## PROMPT
Across the entries below, tally every line that holds the word "white". Give only the tally.

————————

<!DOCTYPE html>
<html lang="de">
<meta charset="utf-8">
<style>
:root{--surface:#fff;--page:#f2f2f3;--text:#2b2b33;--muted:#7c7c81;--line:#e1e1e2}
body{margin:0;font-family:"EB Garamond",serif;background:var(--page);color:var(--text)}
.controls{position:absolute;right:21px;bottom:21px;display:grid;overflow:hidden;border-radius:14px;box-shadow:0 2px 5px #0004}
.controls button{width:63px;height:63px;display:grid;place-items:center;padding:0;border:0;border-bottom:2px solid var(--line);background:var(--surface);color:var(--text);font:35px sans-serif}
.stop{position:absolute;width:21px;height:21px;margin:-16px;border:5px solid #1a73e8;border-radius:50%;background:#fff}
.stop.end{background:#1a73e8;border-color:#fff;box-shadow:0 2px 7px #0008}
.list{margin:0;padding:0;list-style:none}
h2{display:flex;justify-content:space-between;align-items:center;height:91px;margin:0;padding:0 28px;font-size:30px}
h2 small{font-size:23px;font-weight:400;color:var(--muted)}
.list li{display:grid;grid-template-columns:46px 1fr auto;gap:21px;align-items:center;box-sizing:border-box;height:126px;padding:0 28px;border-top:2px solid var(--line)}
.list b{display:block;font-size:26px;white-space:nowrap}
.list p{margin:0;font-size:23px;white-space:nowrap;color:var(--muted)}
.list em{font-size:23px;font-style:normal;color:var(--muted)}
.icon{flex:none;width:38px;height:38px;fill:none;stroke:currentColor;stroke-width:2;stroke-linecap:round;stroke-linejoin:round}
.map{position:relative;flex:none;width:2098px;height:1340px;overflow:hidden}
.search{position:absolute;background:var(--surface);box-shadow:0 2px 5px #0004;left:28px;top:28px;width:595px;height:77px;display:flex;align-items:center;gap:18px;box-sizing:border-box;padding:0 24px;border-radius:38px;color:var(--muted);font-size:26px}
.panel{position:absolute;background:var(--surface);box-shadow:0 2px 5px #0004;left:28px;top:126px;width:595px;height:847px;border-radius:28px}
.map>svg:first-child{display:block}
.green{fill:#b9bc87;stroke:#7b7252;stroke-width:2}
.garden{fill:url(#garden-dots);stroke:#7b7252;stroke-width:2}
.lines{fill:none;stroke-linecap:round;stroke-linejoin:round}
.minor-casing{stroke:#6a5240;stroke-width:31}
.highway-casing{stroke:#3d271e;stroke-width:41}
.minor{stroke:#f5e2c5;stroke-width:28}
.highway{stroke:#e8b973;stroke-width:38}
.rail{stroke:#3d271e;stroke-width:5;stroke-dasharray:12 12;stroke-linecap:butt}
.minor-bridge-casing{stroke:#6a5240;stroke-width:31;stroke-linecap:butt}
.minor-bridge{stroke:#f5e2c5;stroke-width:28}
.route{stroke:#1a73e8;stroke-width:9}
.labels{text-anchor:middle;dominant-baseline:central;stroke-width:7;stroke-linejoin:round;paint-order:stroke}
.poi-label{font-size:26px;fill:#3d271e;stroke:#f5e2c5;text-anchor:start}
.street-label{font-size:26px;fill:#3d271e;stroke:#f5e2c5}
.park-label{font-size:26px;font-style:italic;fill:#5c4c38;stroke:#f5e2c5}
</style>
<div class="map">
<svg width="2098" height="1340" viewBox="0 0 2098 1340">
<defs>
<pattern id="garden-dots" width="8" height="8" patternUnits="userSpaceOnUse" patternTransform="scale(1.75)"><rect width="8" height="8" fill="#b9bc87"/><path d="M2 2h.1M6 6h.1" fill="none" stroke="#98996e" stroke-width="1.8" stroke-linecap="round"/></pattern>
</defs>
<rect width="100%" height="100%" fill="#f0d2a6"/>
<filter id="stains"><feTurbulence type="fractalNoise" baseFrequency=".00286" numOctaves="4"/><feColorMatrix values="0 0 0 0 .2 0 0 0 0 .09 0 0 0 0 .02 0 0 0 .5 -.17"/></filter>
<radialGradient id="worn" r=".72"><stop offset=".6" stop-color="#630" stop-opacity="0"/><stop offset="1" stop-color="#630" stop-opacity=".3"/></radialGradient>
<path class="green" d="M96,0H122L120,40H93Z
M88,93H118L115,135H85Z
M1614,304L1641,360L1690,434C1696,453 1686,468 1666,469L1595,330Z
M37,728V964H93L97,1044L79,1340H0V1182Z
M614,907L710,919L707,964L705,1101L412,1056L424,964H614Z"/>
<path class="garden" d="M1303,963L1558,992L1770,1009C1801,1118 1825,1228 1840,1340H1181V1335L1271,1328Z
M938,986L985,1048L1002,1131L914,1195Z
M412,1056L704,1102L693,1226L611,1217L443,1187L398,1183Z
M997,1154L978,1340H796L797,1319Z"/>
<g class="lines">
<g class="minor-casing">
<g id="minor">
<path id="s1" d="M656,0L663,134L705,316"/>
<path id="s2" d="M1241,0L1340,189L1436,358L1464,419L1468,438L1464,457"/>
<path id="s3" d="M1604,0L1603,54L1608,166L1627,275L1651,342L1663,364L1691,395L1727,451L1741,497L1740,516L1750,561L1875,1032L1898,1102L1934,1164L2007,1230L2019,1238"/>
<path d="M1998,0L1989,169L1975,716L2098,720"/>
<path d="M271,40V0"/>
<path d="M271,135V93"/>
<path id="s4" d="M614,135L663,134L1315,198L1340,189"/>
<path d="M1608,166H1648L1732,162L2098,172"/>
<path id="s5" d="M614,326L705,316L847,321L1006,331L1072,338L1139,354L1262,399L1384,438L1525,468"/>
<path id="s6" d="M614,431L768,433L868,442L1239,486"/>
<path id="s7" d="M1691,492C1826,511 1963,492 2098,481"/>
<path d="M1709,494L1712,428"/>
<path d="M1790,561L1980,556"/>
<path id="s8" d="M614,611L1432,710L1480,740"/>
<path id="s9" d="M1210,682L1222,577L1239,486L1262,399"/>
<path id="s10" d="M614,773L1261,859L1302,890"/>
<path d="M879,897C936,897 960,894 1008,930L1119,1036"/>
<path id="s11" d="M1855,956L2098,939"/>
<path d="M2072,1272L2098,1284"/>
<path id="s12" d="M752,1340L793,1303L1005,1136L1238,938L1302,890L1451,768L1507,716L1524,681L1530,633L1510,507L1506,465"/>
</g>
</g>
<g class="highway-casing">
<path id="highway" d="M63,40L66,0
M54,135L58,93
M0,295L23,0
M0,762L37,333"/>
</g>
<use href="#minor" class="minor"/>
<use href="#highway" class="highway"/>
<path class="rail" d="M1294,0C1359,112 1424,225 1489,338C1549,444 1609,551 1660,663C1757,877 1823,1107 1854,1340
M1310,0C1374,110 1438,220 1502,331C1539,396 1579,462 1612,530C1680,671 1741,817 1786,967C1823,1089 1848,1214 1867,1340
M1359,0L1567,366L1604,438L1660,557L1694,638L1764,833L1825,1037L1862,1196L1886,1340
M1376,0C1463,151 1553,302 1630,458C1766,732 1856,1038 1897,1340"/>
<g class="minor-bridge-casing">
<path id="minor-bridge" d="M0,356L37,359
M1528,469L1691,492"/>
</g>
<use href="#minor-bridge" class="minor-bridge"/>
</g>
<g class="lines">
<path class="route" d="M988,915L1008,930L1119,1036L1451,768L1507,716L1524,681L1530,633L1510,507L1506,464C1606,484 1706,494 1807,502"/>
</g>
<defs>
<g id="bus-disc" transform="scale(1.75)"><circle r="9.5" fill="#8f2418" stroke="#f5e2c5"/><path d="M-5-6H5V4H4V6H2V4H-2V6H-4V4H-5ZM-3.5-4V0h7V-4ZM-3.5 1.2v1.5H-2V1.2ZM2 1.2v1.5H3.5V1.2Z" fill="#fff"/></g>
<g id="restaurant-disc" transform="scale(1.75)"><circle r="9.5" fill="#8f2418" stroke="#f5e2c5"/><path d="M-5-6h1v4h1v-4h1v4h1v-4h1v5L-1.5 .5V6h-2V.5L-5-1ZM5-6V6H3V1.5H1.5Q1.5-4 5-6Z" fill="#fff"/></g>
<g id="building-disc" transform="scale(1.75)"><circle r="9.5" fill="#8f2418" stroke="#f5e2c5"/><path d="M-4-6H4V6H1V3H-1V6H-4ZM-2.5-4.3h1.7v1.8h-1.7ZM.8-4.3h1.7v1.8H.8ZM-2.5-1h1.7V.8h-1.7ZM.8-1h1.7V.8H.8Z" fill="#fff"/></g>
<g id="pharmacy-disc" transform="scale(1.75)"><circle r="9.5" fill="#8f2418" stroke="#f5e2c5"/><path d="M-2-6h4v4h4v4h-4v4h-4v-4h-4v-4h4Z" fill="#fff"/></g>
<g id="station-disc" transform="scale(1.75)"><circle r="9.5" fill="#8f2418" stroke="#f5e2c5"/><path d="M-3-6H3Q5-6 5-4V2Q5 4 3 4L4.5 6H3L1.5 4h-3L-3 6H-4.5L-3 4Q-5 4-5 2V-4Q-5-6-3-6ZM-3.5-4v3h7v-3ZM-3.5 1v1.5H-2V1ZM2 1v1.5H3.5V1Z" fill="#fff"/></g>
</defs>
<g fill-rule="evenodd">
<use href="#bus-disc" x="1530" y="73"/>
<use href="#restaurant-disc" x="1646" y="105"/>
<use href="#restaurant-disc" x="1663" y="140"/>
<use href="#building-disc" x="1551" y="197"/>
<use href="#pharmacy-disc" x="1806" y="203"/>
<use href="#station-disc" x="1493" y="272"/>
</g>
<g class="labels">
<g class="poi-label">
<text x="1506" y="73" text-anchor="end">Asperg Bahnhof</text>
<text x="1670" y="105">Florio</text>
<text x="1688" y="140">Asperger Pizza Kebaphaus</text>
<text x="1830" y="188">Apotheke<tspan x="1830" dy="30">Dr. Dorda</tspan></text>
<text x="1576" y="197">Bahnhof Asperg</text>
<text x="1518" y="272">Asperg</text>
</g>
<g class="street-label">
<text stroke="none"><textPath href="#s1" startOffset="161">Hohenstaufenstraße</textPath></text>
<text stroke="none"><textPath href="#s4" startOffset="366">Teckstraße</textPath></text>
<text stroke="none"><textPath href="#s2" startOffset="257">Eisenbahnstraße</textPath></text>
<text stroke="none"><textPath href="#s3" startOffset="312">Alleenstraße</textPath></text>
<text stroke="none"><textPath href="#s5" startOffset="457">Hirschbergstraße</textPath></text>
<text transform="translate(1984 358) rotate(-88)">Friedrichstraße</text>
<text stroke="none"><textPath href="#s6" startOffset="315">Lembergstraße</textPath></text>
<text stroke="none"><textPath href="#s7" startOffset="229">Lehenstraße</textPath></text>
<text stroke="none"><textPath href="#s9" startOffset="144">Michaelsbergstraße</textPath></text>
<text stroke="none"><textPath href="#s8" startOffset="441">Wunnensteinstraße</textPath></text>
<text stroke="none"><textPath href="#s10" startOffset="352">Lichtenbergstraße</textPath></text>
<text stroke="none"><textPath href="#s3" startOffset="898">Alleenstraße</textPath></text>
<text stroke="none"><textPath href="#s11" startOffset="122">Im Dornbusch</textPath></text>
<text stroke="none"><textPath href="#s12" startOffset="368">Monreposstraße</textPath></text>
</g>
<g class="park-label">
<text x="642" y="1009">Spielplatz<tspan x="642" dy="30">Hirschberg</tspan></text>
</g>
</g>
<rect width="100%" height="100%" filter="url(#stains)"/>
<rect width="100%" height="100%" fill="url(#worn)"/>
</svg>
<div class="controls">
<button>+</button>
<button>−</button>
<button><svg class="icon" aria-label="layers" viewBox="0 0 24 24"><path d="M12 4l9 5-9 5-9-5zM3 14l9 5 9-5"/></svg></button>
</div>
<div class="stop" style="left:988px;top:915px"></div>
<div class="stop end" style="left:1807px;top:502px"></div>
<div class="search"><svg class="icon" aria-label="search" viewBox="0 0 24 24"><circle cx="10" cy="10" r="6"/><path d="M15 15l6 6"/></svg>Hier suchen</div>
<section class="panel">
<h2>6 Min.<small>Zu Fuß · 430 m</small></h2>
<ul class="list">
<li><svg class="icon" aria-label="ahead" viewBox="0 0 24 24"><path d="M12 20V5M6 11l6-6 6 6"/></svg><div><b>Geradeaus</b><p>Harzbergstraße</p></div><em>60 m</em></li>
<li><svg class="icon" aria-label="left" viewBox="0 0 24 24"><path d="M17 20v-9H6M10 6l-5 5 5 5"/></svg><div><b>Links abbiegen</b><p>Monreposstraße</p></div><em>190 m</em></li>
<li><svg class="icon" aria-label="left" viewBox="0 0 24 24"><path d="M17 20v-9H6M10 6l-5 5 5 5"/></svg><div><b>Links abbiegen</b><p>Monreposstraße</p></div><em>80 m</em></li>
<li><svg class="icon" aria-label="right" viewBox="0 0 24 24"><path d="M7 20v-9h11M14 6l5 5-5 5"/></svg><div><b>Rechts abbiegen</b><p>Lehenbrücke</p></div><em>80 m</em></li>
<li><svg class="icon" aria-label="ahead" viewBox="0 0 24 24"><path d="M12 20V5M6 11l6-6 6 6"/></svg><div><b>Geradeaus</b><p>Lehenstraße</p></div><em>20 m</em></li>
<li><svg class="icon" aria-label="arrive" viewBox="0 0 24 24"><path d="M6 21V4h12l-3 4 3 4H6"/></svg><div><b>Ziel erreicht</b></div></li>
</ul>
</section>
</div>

————————

## TASK SOLUTION
2